**Task requirements**
The answer must be every line from the entries below that contains "above".

**Recorded data**

========================================

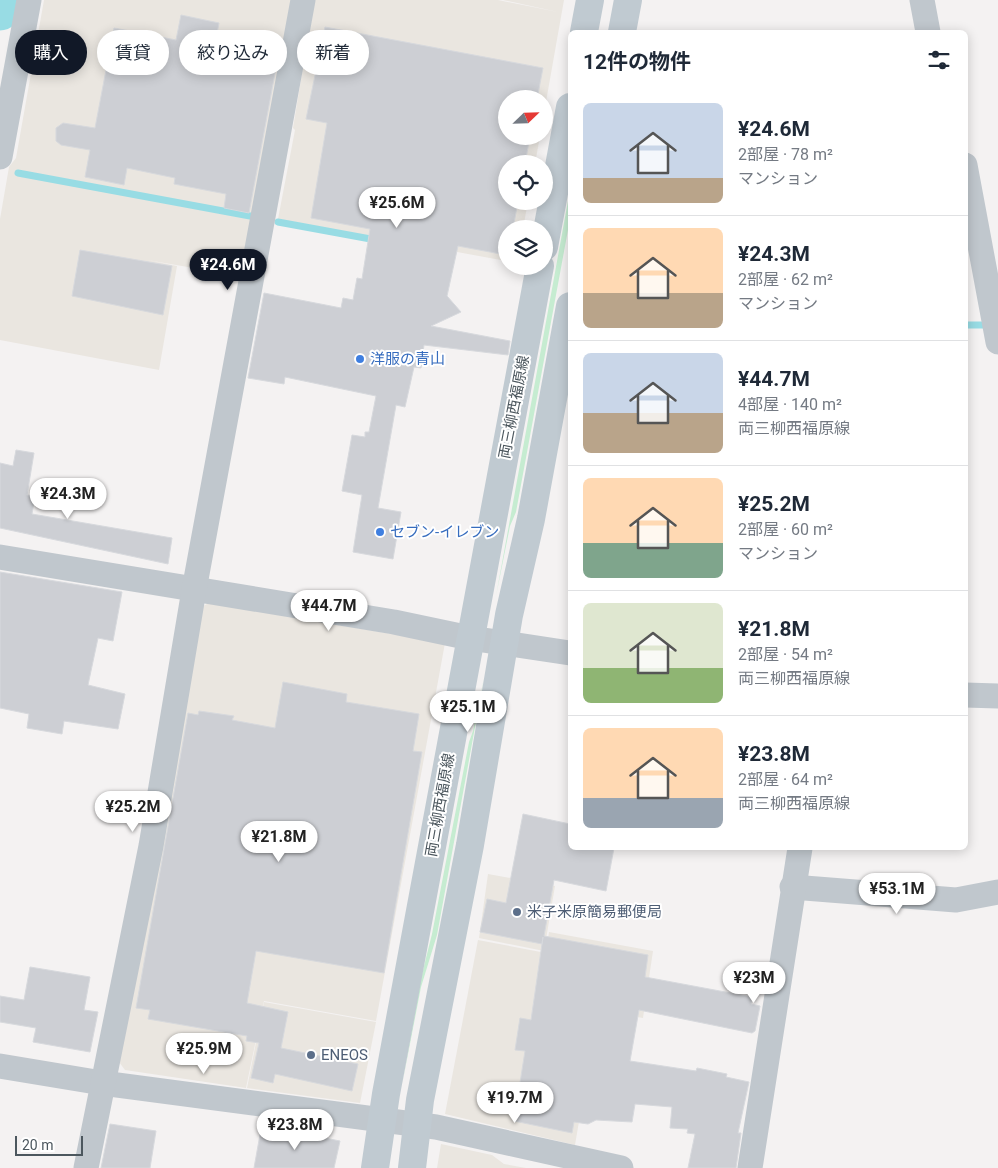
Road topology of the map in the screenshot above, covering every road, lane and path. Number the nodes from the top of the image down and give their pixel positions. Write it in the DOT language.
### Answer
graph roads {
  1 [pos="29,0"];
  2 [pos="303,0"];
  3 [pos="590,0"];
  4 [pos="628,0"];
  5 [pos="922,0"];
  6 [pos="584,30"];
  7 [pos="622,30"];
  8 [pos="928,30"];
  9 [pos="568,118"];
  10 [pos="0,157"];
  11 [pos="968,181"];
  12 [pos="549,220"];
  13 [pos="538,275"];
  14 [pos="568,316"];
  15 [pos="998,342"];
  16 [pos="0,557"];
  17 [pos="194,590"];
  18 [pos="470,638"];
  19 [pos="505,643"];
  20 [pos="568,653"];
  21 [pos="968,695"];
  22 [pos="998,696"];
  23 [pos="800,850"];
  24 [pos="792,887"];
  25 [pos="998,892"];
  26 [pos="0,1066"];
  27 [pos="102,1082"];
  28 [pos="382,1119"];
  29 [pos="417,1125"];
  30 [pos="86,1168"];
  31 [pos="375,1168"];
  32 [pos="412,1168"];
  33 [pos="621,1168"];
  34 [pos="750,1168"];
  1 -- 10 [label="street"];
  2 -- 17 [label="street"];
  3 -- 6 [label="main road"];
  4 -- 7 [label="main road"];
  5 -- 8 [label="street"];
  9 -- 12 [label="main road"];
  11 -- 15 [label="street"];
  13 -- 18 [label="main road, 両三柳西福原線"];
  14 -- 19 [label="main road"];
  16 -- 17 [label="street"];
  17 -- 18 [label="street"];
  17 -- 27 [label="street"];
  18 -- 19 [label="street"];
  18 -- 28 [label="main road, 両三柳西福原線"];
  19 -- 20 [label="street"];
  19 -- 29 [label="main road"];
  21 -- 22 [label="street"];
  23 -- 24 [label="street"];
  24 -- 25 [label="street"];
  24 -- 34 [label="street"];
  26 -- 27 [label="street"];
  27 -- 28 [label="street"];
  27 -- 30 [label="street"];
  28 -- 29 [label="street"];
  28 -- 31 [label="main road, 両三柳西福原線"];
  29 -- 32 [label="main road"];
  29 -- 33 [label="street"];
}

========================================

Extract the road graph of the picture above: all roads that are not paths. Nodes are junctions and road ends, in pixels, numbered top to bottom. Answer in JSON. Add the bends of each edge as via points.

========================================

**Written reply**
Road topology of the map in the screenshot above, covering every road, lane and path. Number the nodes from the top of the image down and give their pixel positions. Write it in the DOT language.
Extract the road graph of the picture above: all roads that are not paths. Nodes are junctions and road ends, in pixels, numbered top to bottom. Answer in JSON. Add the bends of each edge as via points.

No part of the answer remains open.